== Given entries
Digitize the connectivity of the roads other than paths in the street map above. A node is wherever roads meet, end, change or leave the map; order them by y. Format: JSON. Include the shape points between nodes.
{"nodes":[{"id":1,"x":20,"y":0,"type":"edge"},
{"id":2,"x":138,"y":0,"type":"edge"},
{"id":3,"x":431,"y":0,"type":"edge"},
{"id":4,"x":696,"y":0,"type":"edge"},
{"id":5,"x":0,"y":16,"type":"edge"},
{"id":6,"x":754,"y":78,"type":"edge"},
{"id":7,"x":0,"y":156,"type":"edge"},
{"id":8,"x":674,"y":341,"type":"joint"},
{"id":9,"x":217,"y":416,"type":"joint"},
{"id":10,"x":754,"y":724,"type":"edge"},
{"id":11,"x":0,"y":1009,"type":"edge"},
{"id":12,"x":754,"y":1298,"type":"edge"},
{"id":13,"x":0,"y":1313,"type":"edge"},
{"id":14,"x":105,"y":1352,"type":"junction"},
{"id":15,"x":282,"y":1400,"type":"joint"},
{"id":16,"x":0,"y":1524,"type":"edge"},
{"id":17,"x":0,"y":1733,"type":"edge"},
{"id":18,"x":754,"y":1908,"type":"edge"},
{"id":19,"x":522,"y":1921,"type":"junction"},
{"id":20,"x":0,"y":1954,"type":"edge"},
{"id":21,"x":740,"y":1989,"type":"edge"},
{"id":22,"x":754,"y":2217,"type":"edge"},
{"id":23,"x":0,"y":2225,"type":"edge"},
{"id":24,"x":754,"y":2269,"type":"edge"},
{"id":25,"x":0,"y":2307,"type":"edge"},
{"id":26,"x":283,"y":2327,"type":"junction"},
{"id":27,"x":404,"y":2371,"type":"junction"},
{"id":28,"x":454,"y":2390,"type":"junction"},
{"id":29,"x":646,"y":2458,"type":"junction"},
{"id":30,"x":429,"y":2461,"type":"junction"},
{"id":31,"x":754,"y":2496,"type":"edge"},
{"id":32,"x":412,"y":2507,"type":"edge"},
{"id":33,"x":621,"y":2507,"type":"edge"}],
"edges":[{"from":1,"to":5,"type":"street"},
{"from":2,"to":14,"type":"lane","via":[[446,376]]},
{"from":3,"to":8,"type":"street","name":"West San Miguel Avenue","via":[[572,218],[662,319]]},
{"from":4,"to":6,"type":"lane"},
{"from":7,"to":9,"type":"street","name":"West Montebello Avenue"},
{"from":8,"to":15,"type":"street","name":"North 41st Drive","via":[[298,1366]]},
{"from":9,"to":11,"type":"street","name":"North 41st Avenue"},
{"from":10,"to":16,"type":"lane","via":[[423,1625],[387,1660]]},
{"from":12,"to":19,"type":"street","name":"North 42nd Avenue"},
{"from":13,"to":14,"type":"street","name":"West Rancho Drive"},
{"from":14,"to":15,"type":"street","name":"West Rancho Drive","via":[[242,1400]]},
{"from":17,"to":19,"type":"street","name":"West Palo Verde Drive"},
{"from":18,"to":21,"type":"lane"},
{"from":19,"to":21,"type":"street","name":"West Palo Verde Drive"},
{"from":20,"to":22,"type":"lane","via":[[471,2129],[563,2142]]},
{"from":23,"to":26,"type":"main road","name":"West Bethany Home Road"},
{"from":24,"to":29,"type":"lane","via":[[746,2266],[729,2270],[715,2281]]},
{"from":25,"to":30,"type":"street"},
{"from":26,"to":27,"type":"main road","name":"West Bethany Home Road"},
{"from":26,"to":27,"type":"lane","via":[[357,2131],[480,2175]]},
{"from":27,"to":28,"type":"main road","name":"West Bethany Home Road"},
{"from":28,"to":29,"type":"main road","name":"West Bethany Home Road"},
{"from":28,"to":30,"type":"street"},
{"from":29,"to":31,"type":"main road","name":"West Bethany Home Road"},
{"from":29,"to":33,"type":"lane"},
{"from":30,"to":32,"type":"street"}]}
====
- [Aim of the task]:
Return the whole listing, keeping each word as it stands.

- [Solution]:
Digitize the connectivity of the roads other than paths in the street map above. A node is wherever roads meet, end, change or leave the map; order them by y. Format: JSON. Include the shape points between nodes.
{"nodes":[{"id":1,"x":20,"y":0,"type":"edge"},
{"id":2,"x":138,"y":0,"type":"edge"},
{"id":3,"x":431,"y":0,"type":"edge"},
{"id":4,"x":696,"y":0,"type":"edge"},
{"id":5,"x":0,"y":16,"type":"edge"},
{"id":6,"x":754,"y":78,"type":"edge"},
{"id":7,"x":0,"y":156,"type":"edge"},
{"id":8,"x":674,"y":341,"type":"joint"},
{"id":9,"x":217,"y":416,"type":"joint"},
{"id":10,"x":754,"y":724,"type":"edge"},
{"id":11,"x":0,"y":1009,"type":"edge"},
{"id":12,"x":754,"y":1298,"type":"edge"},
{"id":13,"x":0,"y":1313,"type":"edge"},
{"id":14,"x":105,"y":1352,"type":"junction"},
{"id":15,"x":282,"y":1400,"type":"joint"},
{"id":16,"x":0,"y":1524,"type":"edge"},
{"id":17,"x":0,"y":1733,"type":"edge"},
{"id":18,"x":754,"y":1908,"type":"edge"},
{"id":19,"x":522,"y":1921,"type":"junction"},
{"id":20,"x":0,"y":1954,"type":"edge"},
{"id":21,"x":740,"y":1989,"type":"edge"},
{"id":22,"x":754,"y":2217,"type":"edge"},
{"id":23,"x":0,"y":2225,"type":"edge"},
{"id":24,"x":754,"y":2269,"type":"edge"},
{"id":25,"x":0,"y":2307,"type":"edge"},
{"id":26,"x":283,"y":2327,"type":"junction"},
{"id":27,"x":404,"y":2371,"type":"junction"},
{"id":28,"x":454,"y":2390,"type":"junction"},
{"id":29,"x":646,"y":2458,"type":"junction"},
{"id":30,"x":429,"y":2461,"type":"junction"},
{"id":31,"x":754,"y":2496,"type":"edge"},
{"id":32,"x":412,"y":2507,"type":"edge"},
{"id":33,"x":621,"y":2507,"type":"edge"}],
"edges":[{"from":1,"to":5,"type":"street"},
{"from":2,"to":14,"type":"lane","via":[[446,376]]},
{"from":3,"to":8,"type":"street","name":"West San Miguel Avenue","via":[[572,218],[662,319]]},
{"from":4,"to":6,"type":"lane"},
{"from":7,"to":9,"type":"street","name":"West Montebello Avenue"},
{"from":8,"to":15,"type":"street","name":"North 41st Drive","via":[[298,1366]]},
{"from":9,"to":11,"type":"street","name":"North 41st Avenue"},
{"from":10,"to":16,"type":"lane","via":[[423,1625],[387,1660]]},
{"from":12,"to":19,"type":"street","name":"North 42nd Avenue"},
{"from":13,"to":14,"type":"street","name":"West Rancho Drive"},
{"from":14,"to":15,"type":"street","name":"West Rancho Drive","via":[[242,1400]]},
{"from":17,"to":19,"type":"street","name":"West Palo Verde Drive"},
{"from":18,"to":21,"type":"lane"},
{"from":19,"to":21,"type":"street","name":"West Palo Verde Drive"},
{"from":20,"to":22,"type":"lane","via":[[471,2129],[563,2142]]},
{"from":23,"to":26,"type":"main road","name":"West Bethany Home Road"},
{"from":24,"to":29,"type":"lane","via":[[746,2266],[729,2270],[715,2281]]},
{"from":25,"to":30,"type":"street"},
{"from":26,"to":27,"type":"main road","name":"West Bethany Home Road"},
{"from":26,"to":27,"type":"lane","via":[[357,2131],[480,2175]]},
{"from":27,"to":28,"type":"main road","name":"West Bethany Home Road"},
{"from":28,"to":29,"type":"main road","name":"West Bethany Home Road"},
{"from":28,"to":30,"type":"street"},
{"from":29,"to":31,"type":"main road","name":"West Bethany Home Road"},
{"from":29,"to":33,"type":"lane"},
{"from":30,"to":32,"type":"street"}]}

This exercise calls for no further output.